В эту минуту к Спартаку подошел человек среднего роста, но широкоплечий, с мощной грудью, сильными руками и ногами, с лицом, дышащим энергией, мужеством и решимостью, чернобородый, черноглазый и черноволосый. Он легонько ударил фракийца по плечу и этим вывел его из задумчивости.
– Ты так погружен в свои мысли, что никого и ничего не видишь.
– Крикс! – воскликнул Спартак и провел рукой по лбу, как будто желал отогнать осаждавшие его мысли. – Я тебя и не заметил!
– А ведь ты на меня смотрел, когда я прогуливался внизу вместе с нашим ланистой Акцианом.
– Будь он проклят! Ну как там, рассказывай скорей! – спросил Спартак.
– Я встретился с Арториксом, когда он вернулся из поездки.
– Он был в Капуе?
– Да.
– Виделся он с кем-нибудь?
– С одним германцем, неким Эномаем; его считают среди всех товарищей самым сильным как духом, так и телом.
– Хорошо, хорошо! – воскликнул Спартак; глаза его сверкали от радостного волнения. – Ну и что же?
– Эномай полон надежд и мечтает о том же, о чем и мы с тобою; он принял поэтому наш план, присягнул Арториксу и обещал распространять нашу святую и справедливую идею (прости меня, что я сказал «нашу», я должен был сказать «твою») среди наиболее смелых гладиаторов школы Лентула Батиата.

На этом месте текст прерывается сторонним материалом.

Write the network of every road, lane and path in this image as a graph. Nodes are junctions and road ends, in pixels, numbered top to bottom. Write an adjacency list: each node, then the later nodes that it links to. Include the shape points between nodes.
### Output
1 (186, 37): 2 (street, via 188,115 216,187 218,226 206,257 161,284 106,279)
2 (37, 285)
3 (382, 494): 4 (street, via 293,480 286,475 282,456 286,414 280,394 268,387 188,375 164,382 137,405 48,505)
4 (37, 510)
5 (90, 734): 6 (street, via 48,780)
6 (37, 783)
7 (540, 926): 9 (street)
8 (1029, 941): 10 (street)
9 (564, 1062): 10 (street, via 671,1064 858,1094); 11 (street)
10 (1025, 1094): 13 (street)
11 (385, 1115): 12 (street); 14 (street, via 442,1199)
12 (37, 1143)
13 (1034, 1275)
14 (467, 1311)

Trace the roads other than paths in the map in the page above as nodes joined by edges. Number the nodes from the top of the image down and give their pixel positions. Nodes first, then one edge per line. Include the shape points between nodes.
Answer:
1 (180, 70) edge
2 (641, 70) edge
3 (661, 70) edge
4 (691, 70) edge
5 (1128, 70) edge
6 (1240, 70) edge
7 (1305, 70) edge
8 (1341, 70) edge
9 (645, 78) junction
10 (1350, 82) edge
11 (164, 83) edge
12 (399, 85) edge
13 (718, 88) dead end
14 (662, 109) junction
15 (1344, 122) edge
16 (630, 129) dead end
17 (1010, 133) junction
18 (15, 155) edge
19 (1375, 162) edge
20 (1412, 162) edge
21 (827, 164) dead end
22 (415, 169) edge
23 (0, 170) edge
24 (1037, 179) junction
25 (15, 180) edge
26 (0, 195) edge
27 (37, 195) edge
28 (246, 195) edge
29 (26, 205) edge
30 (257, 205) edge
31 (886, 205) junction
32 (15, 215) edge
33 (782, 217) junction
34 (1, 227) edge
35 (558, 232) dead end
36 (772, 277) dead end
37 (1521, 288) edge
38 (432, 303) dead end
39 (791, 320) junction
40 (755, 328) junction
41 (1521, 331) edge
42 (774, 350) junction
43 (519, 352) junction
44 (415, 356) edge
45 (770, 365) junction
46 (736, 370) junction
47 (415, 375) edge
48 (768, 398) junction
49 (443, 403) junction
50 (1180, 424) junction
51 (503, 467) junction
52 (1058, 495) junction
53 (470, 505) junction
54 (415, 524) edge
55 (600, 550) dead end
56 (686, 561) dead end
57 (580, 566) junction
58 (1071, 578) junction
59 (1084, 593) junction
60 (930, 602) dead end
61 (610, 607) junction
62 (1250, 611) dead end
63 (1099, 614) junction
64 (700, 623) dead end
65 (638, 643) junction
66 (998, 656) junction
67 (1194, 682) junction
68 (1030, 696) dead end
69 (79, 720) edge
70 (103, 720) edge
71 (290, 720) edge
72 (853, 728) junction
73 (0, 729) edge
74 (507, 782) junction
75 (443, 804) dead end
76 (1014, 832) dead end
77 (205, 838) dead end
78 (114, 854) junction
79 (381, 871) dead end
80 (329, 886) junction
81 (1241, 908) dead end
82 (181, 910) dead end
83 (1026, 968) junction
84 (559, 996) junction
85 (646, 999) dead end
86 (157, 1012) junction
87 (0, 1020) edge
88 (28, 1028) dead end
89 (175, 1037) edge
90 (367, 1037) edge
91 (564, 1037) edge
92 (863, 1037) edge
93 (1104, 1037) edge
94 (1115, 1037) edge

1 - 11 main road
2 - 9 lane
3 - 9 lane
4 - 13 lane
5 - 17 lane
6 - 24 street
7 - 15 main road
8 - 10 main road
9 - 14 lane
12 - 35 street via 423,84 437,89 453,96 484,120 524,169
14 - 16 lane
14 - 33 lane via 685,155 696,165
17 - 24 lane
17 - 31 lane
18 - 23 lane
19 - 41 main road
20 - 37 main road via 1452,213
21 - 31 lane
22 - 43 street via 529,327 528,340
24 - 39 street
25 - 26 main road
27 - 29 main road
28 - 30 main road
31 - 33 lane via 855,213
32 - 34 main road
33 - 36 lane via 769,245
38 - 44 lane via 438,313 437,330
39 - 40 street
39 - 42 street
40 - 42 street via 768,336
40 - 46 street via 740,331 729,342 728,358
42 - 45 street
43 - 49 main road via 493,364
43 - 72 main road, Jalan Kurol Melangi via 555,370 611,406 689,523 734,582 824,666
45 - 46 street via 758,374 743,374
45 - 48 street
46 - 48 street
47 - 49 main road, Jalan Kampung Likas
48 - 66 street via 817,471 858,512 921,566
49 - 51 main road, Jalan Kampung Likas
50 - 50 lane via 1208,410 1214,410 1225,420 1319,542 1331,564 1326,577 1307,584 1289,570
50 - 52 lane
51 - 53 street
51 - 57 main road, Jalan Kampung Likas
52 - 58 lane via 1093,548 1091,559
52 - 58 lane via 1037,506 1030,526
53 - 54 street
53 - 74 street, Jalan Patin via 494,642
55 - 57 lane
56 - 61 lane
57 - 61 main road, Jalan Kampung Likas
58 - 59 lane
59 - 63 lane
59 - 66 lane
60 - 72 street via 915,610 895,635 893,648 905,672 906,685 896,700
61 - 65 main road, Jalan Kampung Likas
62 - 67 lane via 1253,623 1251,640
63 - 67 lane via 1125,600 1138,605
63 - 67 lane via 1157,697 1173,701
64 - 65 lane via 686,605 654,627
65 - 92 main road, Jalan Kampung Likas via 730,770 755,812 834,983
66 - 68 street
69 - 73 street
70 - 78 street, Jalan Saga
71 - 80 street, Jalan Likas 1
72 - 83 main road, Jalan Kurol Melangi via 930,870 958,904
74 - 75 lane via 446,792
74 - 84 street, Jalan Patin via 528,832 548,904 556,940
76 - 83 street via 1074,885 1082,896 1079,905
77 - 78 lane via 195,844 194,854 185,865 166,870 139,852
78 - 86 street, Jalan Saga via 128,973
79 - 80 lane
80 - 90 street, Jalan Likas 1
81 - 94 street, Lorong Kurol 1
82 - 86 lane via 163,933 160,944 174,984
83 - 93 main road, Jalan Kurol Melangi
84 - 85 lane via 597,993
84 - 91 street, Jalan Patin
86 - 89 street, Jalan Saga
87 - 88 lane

– Ах, если боги, обитающие на Олимпе, будут покровительствовать несчастным и угнетенным, я верю, что не так далек тот день, когда рабство исчезнет на земле! – тихо промолвил глубоко взволнованный Спартак.
– Но Арторикс сообщил мне, – добавил Крикс, – что Эномай хотя и смелый человек, но слишком легковерен и неосторожен.
– Это плохо, очень плохо, клянусь Геркулесом!
– Я тоже так думаю.
Оба гладиатора некоторое время молчали. Первым заговорил Крикс, он спросил Спартака:
– А Катилина?
– Я все больше и больше убеждаюсь, – ответил фракиец, – что он никогда не примкнет к нам.
– Значит, о нем идет ложная слава? И пресловутое величие души его – пустые россказни?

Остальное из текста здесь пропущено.